The service is absolutely free and operates as a judgement-free zone.

Why not spend the last 10 mins of your lesson encouraging your students to take a look around?

Bullying can of course affect anyone, often leaving young people feeling vulnerable and isolated. This is particularly true for young people with SEN&D (Special Educational Needs and Disability) who may already be experiencing this, thereby creating a double disadvantage.

What the Stats Tell Us

While we shouldn’t assume that all SEN&D young people will be bullied, the facts make for worrying reading. Each year Ditch the Label produces an in-depth bullying survey and from this we know that:

  • 63% of those with a physical disability are far more likely to experience extreme bullying and social exclusion.
  • 67% have self-harmed and 40% have tried to take their own lives.
  • 74% of those with Asperger Syndrome or Autism experience bullying, with verbal bullying being particularly severe.

That this is happening at all should be enough for us to sit up and take notice but considering these figures are significantly above the national average means intervention, action and education is vital and that current approaches are not working.

Bullying can happen in any environment, including special schools, but with many SEN&D young people spending much of their school life in mainstream education, the risks are increased. There are many valuable benefits for inclusion in terms of personal and educational development for all pupils, but it can leave SEN&D pupils vulnerable to the prejudices surrounding disability.

Schools must ensure that they encourage a ‘whole school’ culture of education and respect, which includes the wider community, parents and carers. Negative attitudes towards disability and other conditions need to be addressed from very early on in education and then reinforced as standard throughout school life. SEN&D children may already be treated differently by the adults around them and be doing different schoolwork, so it is vital that this is incorporated into the classroom as smoothly as possible.

Many young people with Asperger Syndrome or Autism can experience huge problems with communication, which makes forming and maintaining friendships difficult. They may not recognise when they are being bullied and additionally, their ability to communicate concerns or to report bullying will be considerably more difficult.

Top Recommendations

Parents, guardian, teachers and other staff members need to be tuned in to the communication style of SEN&D children and young people and the things that they, and their peers are saying. They must be ready to take action where appropriate without stereotyping anyone as a victim.

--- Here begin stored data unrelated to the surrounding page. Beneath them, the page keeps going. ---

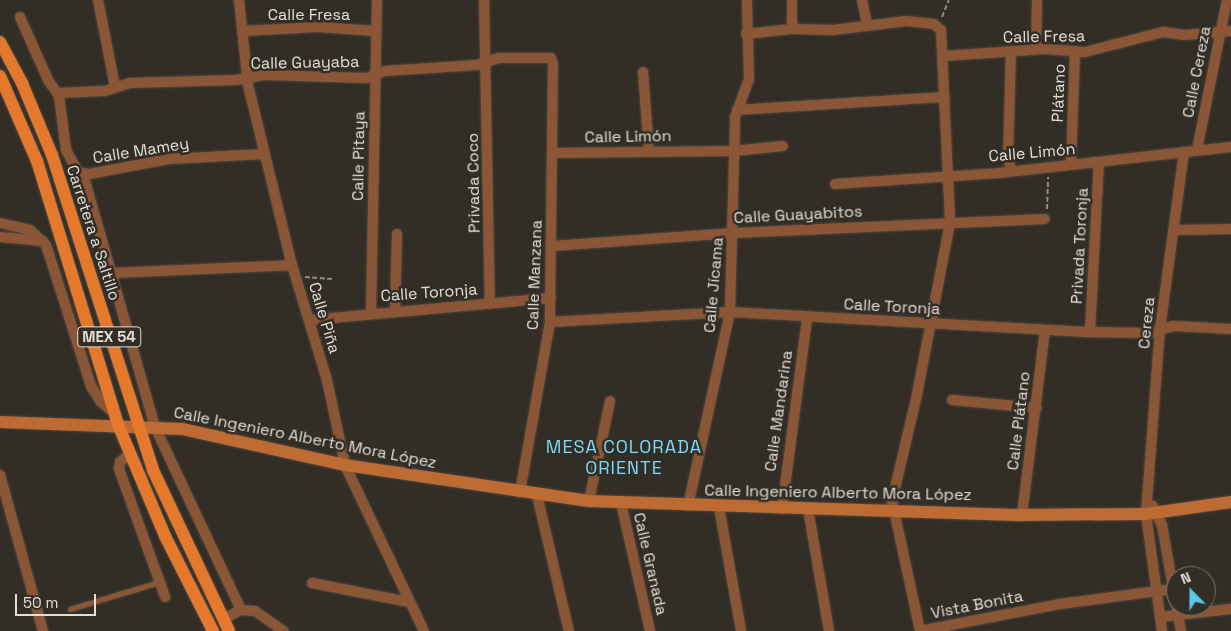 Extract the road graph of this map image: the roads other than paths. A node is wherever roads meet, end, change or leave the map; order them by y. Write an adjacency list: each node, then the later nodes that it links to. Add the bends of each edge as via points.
1 (98, 0): 29 (street)
2 (239, 0): 15 (street, Calle Piña)
3 (377, 0): 13 (street, Calle Pitaya)
4 (484, 0): 24 (street, Privada Coco)
5 (747, 0): 17 (street, Calle Jícama)
6 (792, 0): 12 (street)
7 (862, 0): 11 (street)
8 (1037, 0): 19 (street)
9 (1226, 0): 16 (street, Calle Cereza)
10 (20, 17): 30 (street, via 48,80)
11 (866, 24): 12 (street, via 833,30); 22 (street, via 906,21 938,26)
12 (792, 29): 17 (street)
13 (375, 31): 15 (street, Calle Fresa, via 318,27); 26 (street, Calle Pitaya)
14 (1231, 31): 16 (street, Calle Fresa)
15 (243, 32): 28 (street, Calle Piña)
16 (1219, 32): 21 (street, Calle Fresa, via 1185,35 1163,32 1093,51); 36 (street, Calle Cereza)
17 (746, 34): 32 (street, Calle Jícama, via 749,79)
18 (0, 42): 42 (main road, Carretera a Saltillo / MEX 54, via 22,83)
19 (1036, 49): 20 (street, Calle Fresa); 21 (street, Calle Fresa)
20 (1011, 52): 22 (street, Calle Fresa); 45 (street, via 1008,158)
21 (1075, 52): 44 (street, Plátano)
22 (945, 56): 31 (street)
23 (551, 58): 24 (street, Calle Guayaba, via 499,58); 40 (street, Calle Manzana)
24 (488, 62): 26 (street, Calle Guayaba); 62 (street, Privada Coco)
25 (643, 72): 37 (street)
26 (376, 74): 28 (street, Calle Guayaba, via 367,78); 65 (street, Calle Pitaya)
27 (0, 76): 77 (main road, Carretera a Saltillo / MEX 54, via 37,161)
28 (247, 78): 29 (street, Calle Guayaba, via 130,82); 41 (street, Calle Piña)
29 (115, 88): 30 (street, Calle Guayaba)
30 (58, 93): 35 (street)
31 (945, 97): 32 (street); 47 (street)
32 (737, 110): 38 (street, Calle Jícama)
33 (783, 146): 38 (street, Calle Limón)
34 (1231, 148): 36 (street, Calle Limón)
35 (66, 150): 42 (street); 46 (street, Calle Mamey, via 73,167)
36 (1197, 150): 39 (street, Calle Limón)
37 (649, 151): 38 (street, Calle Limón); 40 (street, Calle Limón)
38 (733, 151): 54 (street, Calle Jícama)
39 (1184, 152): 43 (street, Calle Limón); 53 (street, Cereza)
40 (553, 153): 58 (street, Calle Manzana)
41 (265, 154): 46 (street, Calle Mamey, via 169,159); 59 (street, Calle Piña)
42 (52, 155): 80 (main road, Carretera a Saltillo / MEX 54)
43 (1099, 162): 44 (street, Calle Limón); 73 (street, Privada Toronja)
44 (1070, 165): 45 (street, Calle Limón)
45 (1011, 170): 47 (street, Calle Limón)
46 (82, 174): 60 (street)
47 (947, 177): 48 (street, Calle Limón); 51 (street)
48 (835, 184)
49 (1045, 219): 51 (street, Calle Guayabitos)
50 (0, 223): 57 (street, via 30,230)
51 (950, 223): 54 (street, Calle Guayabitos); 69 (street)
52 (1231, 229): 53 (street)
53 (1175, 230): 70 (street, Cereza)
54 (734, 233): 58 (street, Calle Guayabitos); 64 (street, Calle Jícama)
55 (397, 234): 63 (street)
56 (0, 237): 57 (street)
57 (43, 241): 77 (street, via 50,252 90,386)
58 (552, 246): 61 (street, Calle Manzana)
59 (292, 266): 60 (street); 67 (street, Calle Piña)
60 (111, 273): 81 (street, via 126,337)
61 (551, 298): 62 (street, Calle Toronja); 68 (street, Calle Manzana)
62 (490, 304): 63 (street, Calle Toronja)
63 (395, 311): 65 (street, Calle Toronja)
64 (730, 312): 66 (street, Calle Toronja); 68 (street, Calle Toronja); 90 (street, Calle Jícama)
65 (370, 313): 67 (street, Calle Toronja)
66 (807, 318): 69 (street, Calle Toronja); 92 (street, Calle Mandarina)
67 (310, 320): 83 (street, Calle Piña)
68 (550, 322): 85 (street, Calle Manzana)
69 (930, 324): 72 (street, Calle Toronja); 94 (street, via 893,494)
70 (1160, 329): 71 (street, Calle Toronja, via 1173,326); 73 (street, Calle Toronja, via 1149,333); 96 (street, Cereza, via 1149,499)
71 (1231, 329)
72 (1045, 330): 73 (street, Calle Toronja); 76 (street, Calle Plátano)
73 (1090, 332)
74 (952, 400): 76 (street)
75 (610, 401): 87 (street)
76 (1037, 408): 95 (street, Calle Plátano)
77 (115, 414): 79 (main road, Carretera a Saltillo / MEX 54)
78 (0, 422): 79 (street, Calle Ingeniero Alberto Mora López)
79 (119, 427): 80 (street, Calle Ingeniero Alberto Mora López); 82 (main road, Carretera a Saltillo / MEX 54)
80 (138, 427): 81 (street, Calle Ingeniero Alberto Mora López); 112 (main road, Carretera a Saltillo / MEX 54, via 165,498)
81 (155, 427): 83 (street, Calle Ingeniero Alberto Mora López, via 182,429); 105 (street)
82 (130, 454): 98 (street, via 120,462 120,469); 111 (main road, Carretera a Saltillo / MEX 54)
83 (345, 465): 85 (street, Calle Ingeniero Alberto Mora López); 103 (street, Calle Piña)
84 (0, 475): 113 (street)
85 (520, 492): 86 (street, Calle Ingeniero Alberto Mora López)
86 (537, 495): 87 (street, Calle Ingeniero Alberto Mora López); 116 (street)
87 (589, 501): 89 (street, Calle Ingeniero Alberto Mora López)
88 (1231, 502): 96 (street, Calle Ingeniero Alberto Mora López)
89 (621, 503): 90 (street, Calle Ingeniero Alberto Mora López); 117 (street, Calle Granada)
90 (688, 506): 91 (street, Calle Ingeniero Alberto Mora López)
91 (719, 507): 92 (street, Calle Ingeniero Alberto Mora López); 118 (street)
92 (782, 508): 93 (street, Calle Ingeniero Alberto Mora López)
93 (808, 509): 94 (street, Calle Ingeniero Alberto Mora López); 119 (street)
94 (893, 509): 95 (street, Calle Ingeniero Alberto Mora López); 120 (street)
95 (1022, 514): 96 (street, Calle Ingeniero Alberto Mora López)
96 (1152, 514): 97 (street); 101 (street)
97 (1167, 566)
98 (159, 582): 102 (street); 104 (lane)
99 (312, 583): 103 (street)
100 (1166, 590): 101 (street, Vista Bonita)
101 (1156, 591): 110 (street); 120 (street, Vista Bonita, via 1040,608)
102 (165, 597)
103 (409, 602): 115 (street, Calle Piña)
104 (70, 609)
105 (240, 610): 112 (street); 114 (street, via 255,611)
106 (1216, 610): 107 (street)
107 (1231, 610)
108 (1166, 614): 110 (street)
109 (1178, 616): 122 (street)
110 (1160, 617): 121 (street)
111 (210, 626)
112 (226, 626)
113 (43, 631)
114 (284, 631)
115 (424, 631)
116 (569, 631)
117 (650, 631)
118 (741, 631)
119 (829, 631)
120 (920, 631)
121 (1162, 631)
122 (1181, 631)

It is vital to keep an open dialogue with all children around subjects like bullying so that it is never a taboo or awkward conversation. It may be necessary to take a different approach if you suspect someone with SEN&D is being bullied due to their age and level of understanding. For example a direct question may not be the best approach; rather a general chat around the subject giving them the opportunity to voice concerns. If vocal communication is extremely difficult or impossible, then a useful approach can be drawing or using visual prompts like facial expressions.

Every school and college has a legal obligation to safeguard children and young people and this covers the entire day, including breaks and lunch, which can be particularly problematic. But we each have a responsibility to assist in the prevention of bullying.

Parents and guardians can maintain good communication with schools, especially with class teachers and SENCO staff so any issues can be responded to swiftly and dealt with appropriately. This may need to be more than just using a home/school diary.

Ensure that your child knows you are listening and taking it seriously and take the time to reassure them that you will do all you can to sort out any problems. If you feel you need extra support approaching a parents support group that is specific to your child’s condition can be extremely useful.

Ditch the Label are committed to working for a future that is free from bullying and discrimination for ALL young people.